Wartenberg’s Sign
Active flexion of the terminal phalanges of the four fingers of a paretic hand about a firm object, or against resistance offered by the examiner’s fingers similarly flexed, is followed by adduction, flexion, and opposition of the thumb (Figure 42.1). In a normal extremity, the thumb remains in abduction and extension. A variation is for patient and examiner to hook and pull with only the index fingers; the response is the same.
FIGURE 42.1 AM of thumb (Wartenberg’s sign). A. The patient bends his last four fingers against resistance of four hooked fingers of the examiner. Thumb moves toward palm. Mild spastic paralysis of hand. B. With his fingers hooked over a horizontally fastened rod, the patient is asked to pull it down. Right thumb performs an AM toward the palm. Right-sided spastic hemiplegia. (From Wartenberg R. Diagnostic Tests in Neurology. Chicago, IL: Year Book Medical Publishers, 1953.)

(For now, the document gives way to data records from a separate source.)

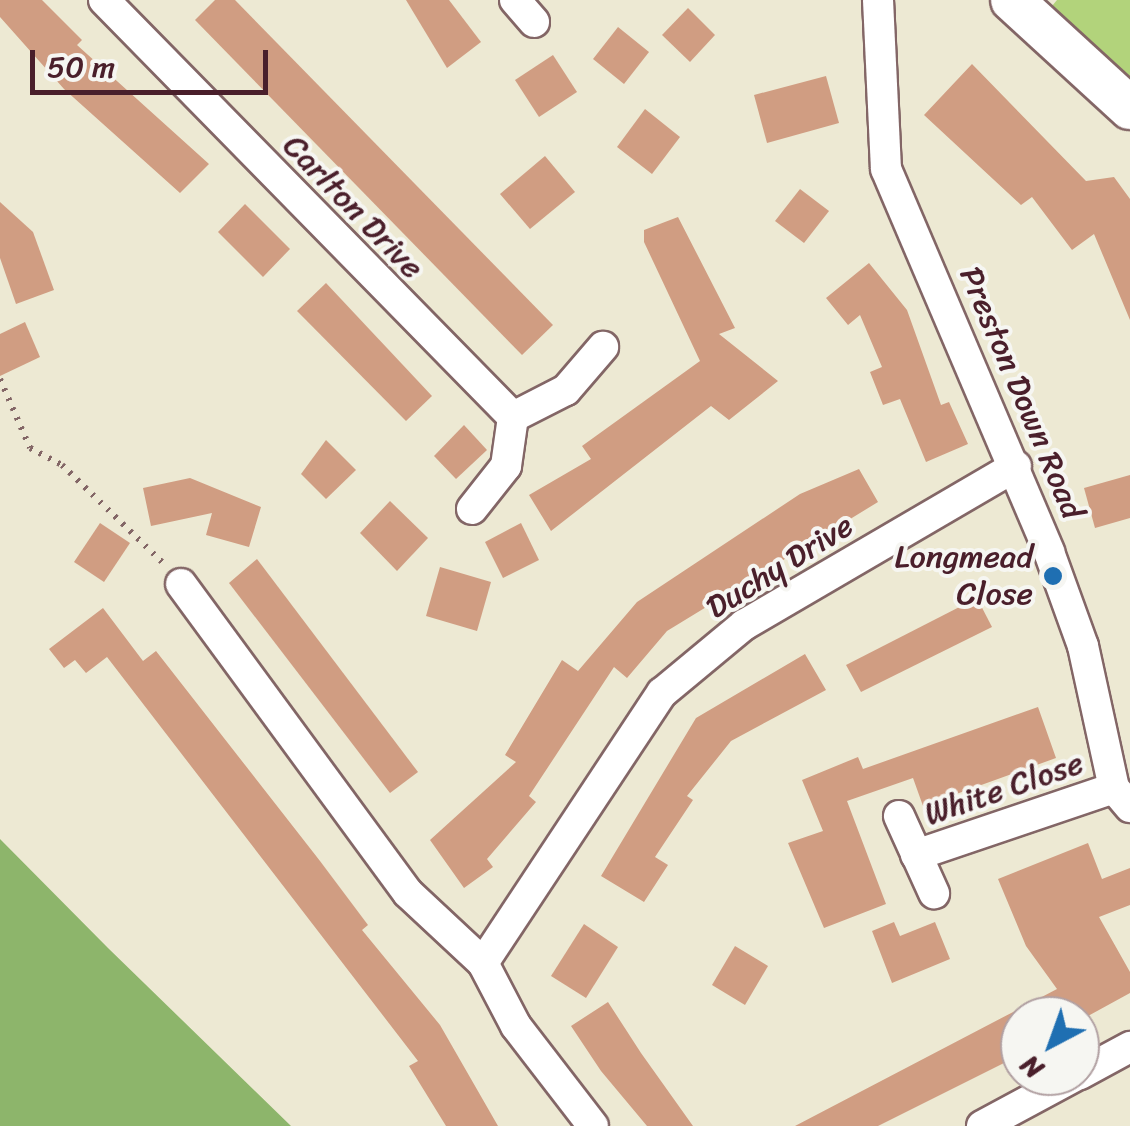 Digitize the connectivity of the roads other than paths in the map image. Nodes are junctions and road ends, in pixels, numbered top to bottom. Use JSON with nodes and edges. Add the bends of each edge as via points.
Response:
{"nodes":[{"id":1,"x":104,"y":0,"type":"edge"},
{"id":2,"x":878,"y":0,"type":"edge"},
{"id":3,"x":1012,"y":0,"type":"edge"},
{"id":4,"x":1130,"y":108,"type":"edge"},
{"id":5,"x":604,"y":347,"type":"dead end"},
{"id":6,"x":513,"y":417,"type":"junction"},
{"id":7,"x":1016,"y":466,"type":"junction"},
{"id":8,"x":472,"y":509,"type":"dead end"},
{"id":9,"x":181,"y":584,"type":"road end"},
{"id":10,"x":1122,"y":798,"type":"edge"},
{"id":11,"x":900,"y":816,"type":"dead end"},
{"id":12,"x":916,"y":855,"type":"junction"},
{"id":13,"x":934,"y":894,"type":"dead end"},
{"id":14,"x":483,"y":964,"type":"junction"},
{"id":15,"x":1130,"y":1046,"type":"edge"},
{"id":16,"x":1100,"y":1063,"type":"edge"},
{"id":17,"x":1038,"y":1096,"type":"edge"},
{"id":18,"x":592,"y":1126,"type":"edge"},
{"id":19,"x":982,"y":1126,"type":"edge"}],
"edges":[{"from":1,"to":6,"type":"street","name":"Carlton Drive"},
{"from":2,"to":7,"type":"street","name":"Preston Down Road","via":[[886,169]]},
{"from":3,"to":4,"type":"street"},
{"from":5,"to":6,"type":"street","via":[[566,390]]},
{"from":6,"to":8,"type":"street","via":[[506,466]]},
{"from":7,"to":10,"type":"street","name":"Preston Down Road","via":[[1083,646]]},
{"from":7,"to":14,"type":"street","name":"Duchy Drive","via":[[744,625],[662,693]]},
{"from":9,"to":14,"type":"street","via":[[408,893]]},
{"from":10,"to":12,"type":"street","name":"White Close"},
{"from":11,"to":12,"type":"street","name":"White Close"},
{"from":12,"to":13,"type":"street","name":"White Close"},
{"from":14,"to":18,"type":"street","via":[[516,1026]]},
{"from":15,"to":16,"type":"street"},
{"from":17,"to":19,"type":"street"}]}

The Trunk-Thigh Sign of Babinski, or Combined Flexion of the Trunk and Thigh
The patient, lying supine with legs abducted, attempts to sit up while holding the arms crossed on the chest. Normally, the legs remain motionless and the heels down. In corticospinal hemiparesis, the hip flexes as the trunk flexes, and there is an involuntary elevation of the paretic limb off the bed (Figure 42.2). The toes may spread out in a fan-like fashion. The normal limb remains on the bed or rises slightly, but not as high as the paretic one. In paraparesis, both legs rise equally. In nonorganic weakness, the normal leg rises and the paretic one does not, or neither leg rises. If the patient tries to sit up with the legs hanging over the edge of the bed, the hip flexes and the knee extends on the involved side. The same phenomenon occurs if the standing patient bends over (Figure 42.3).
FIGURE 42.2 Trunk-thigh sign in patient with left hemiparesis.
FIGURE 42.3 Combined flexion of the thigh and leg in a patient with left hemiparesis.
The Tibialis Sign of Strümpell
Normally, vigorous flexion of the hip and knee are accompanied by plantarflexion of the foot. In lower-extremity weakness due to a corticospinal tract lesion, voluntary flexion of the hip and knee is accompanied by involuntary dorsiflexion and inversion ofthe paretic foot; there may also be dorsiflexion of the great toe or of all the toes. The patient is unable to flex the hip and knee without dorsiflexing the foot (Figure 42.4). The response is accentuated if the movement is carried out against resistance. The sign may also be elicited by flexing the knee with the patient lying prone (Figure 42.5).
FIGURE 42.4 Tibialis sign in a patient with left hemiparesis.